GIVEN DATA:
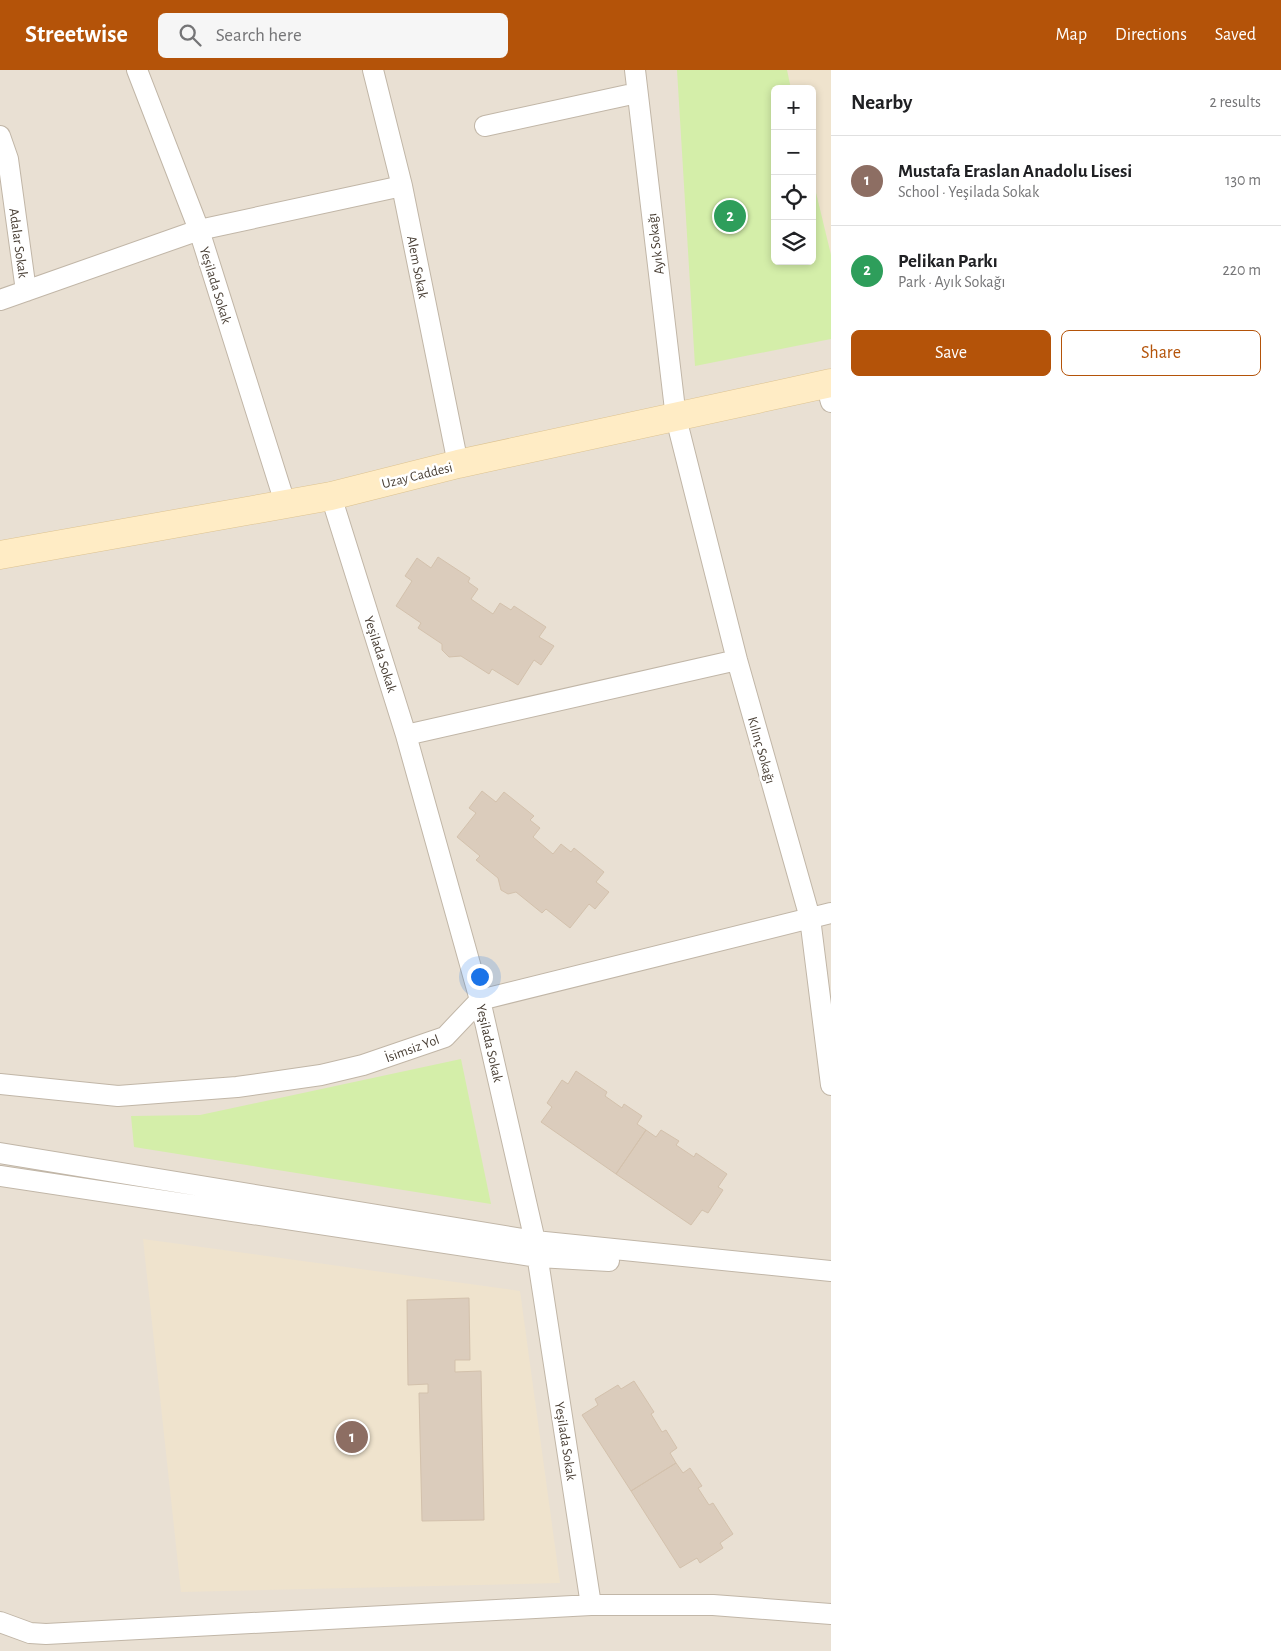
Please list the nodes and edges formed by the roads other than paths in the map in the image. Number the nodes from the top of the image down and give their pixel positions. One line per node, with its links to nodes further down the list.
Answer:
1 (137, 70): 8 (street, Yeşilada Sokak)
2 (373, 70): 7 (street, Alem Sokak)
3 (635, 70): 4 (street, Ayık Sokağı)
4 (637, 93): 5 (street); 12 (street, Ayık Sokağı)
5 (485, 126)
6 (0, 136): 9 (street, Adalar Sokak)
7 (402, 186): 8 (street); 13 (street, Alem Sokak)
8 (199, 230): 9 (street); 15 (street, Yeşilada Sokak)
9 (26, 291): 10 (street)
10 (0, 300)
11 (829, 390): 12 (main road, Uzay Caddesi)
12 (676, 418): 13 (main road, Uzay Caddesi); 17 (street, Kılınç Sokağı)
13 (458, 464): 14 (main road, Uzay Caddesi)
14 (331, 496): 15 (main road, Uzay Caddesi); 18 (street, Yeşilada Sokak)
15 (285, 503): 16 (main road, Uzay Caddesi)
16 (0, 555)
17 (737, 660): 18 (street); 20 (street, Kılınç Sokağı)
18 (406, 735): 21 (street, Yeşilada Sokak)
19 (831, 913): 20 (street)
20 (810, 918): 21 (street); 23 (street, Kılınç Sokağı)
21 (480, 1000): 22 (street, İsimsiz Yol); 26 (street, Yeşilada Sokak)
22 (0, 1084)
23 (831, 1085)
24 (0, 1153): 26 (street)
25 (0, 1176): 26 (street)
26 (536, 1249): 27 (street); 28 (street, Yeşilada Sokak)
27 (831, 1272)
28 (591, 1605): 29 (street); 30 (street)
29 (831, 1614)
30 (0, 1622)

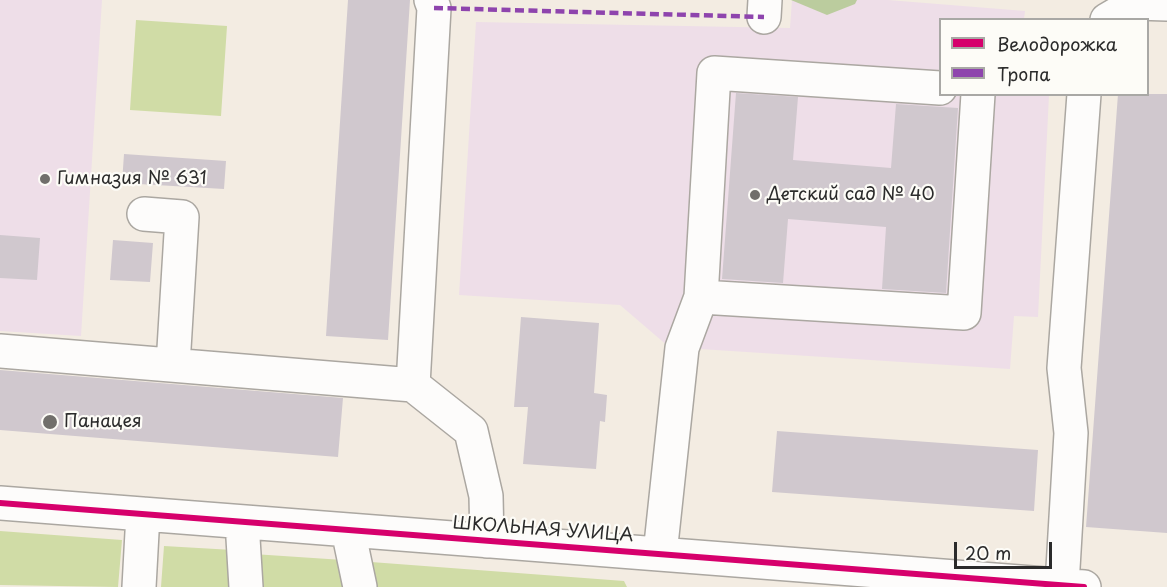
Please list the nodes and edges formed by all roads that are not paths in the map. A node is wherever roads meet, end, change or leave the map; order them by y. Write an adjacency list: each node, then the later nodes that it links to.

ASSIGNMENT: Quote the data above in full, leaving out the pictures it holds.

RESULT OF THIS EXERCISE:
Please list the nodes and edges formed by the roads other than paths in the map in the image. Number the nodes from the top of the image down and give their pixel positions. One line per node, with its links to nodes further down the list.
Answer:
1 (137, 70): 8 (street, Yeşilada Sokak)
2 (373, 70): 7 (street, Alem Sokak)
3 (635, 70): 4 (street, Ayık Sokağı)
4 (637, 93): 5 (street); 12 (street, Ayık Sokağı)
5 (485, 126)
6 (0, 136): 9 (street, Adalar Sokak)
7 (402, 186): 8 (street); 13 (street, Alem Sokak)
8 (199, 230): 9 (street); 15 (street, Yeşilada Sokak)
9 (26, 291): 10 (street)
10 (0, 300)
11 (829, 390): 12 (main road, Uzay Caddesi)
12 (676, 418): 13 (main road, Uzay Caddesi); 17 (street, Kılınç Sokağı)
13 (458, 464): 14 (main road, Uzay Caddesi)
14 (331, 496): 15 (main road, Uzay Caddesi); 18 (street, Yeşilada Sokak)
15 (285, 503): 16 (main road, Uzay Caddesi)
16 (0, 555)
17 (737, 660): 18 (street); 20 (street, Kılınç Sokağı)
18 (406, 735): 21 (street, Yeşilada Sokak)
19 (831, 913): 20 (street)
20 (810, 918): 21 (street); 23 (street, Kılınç Sokağı)
21 (480, 1000): 22 (street, İsimsiz Yol); 26 (street, Yeşilada Sokak)
22 (0, 1084)
23 (831, 1085)
24 (0, 1153): 26 (street)
25 (0, 1176): 26 (street)
26 (536, 1249): 27 (street); 28 (street, Yeşilada Sokak)
27 (831, 1272)
28 (591, 1605): 29 (street); 30 (street)
29 (831, 1614)
30 (0, 1622)

Please list the nodes and edges formed by all roads that are not paths in the map. A node is wherever roads meet, end, change or leave the map; order them by y. Write an adjacency list: each node, then the later nodes that it links to.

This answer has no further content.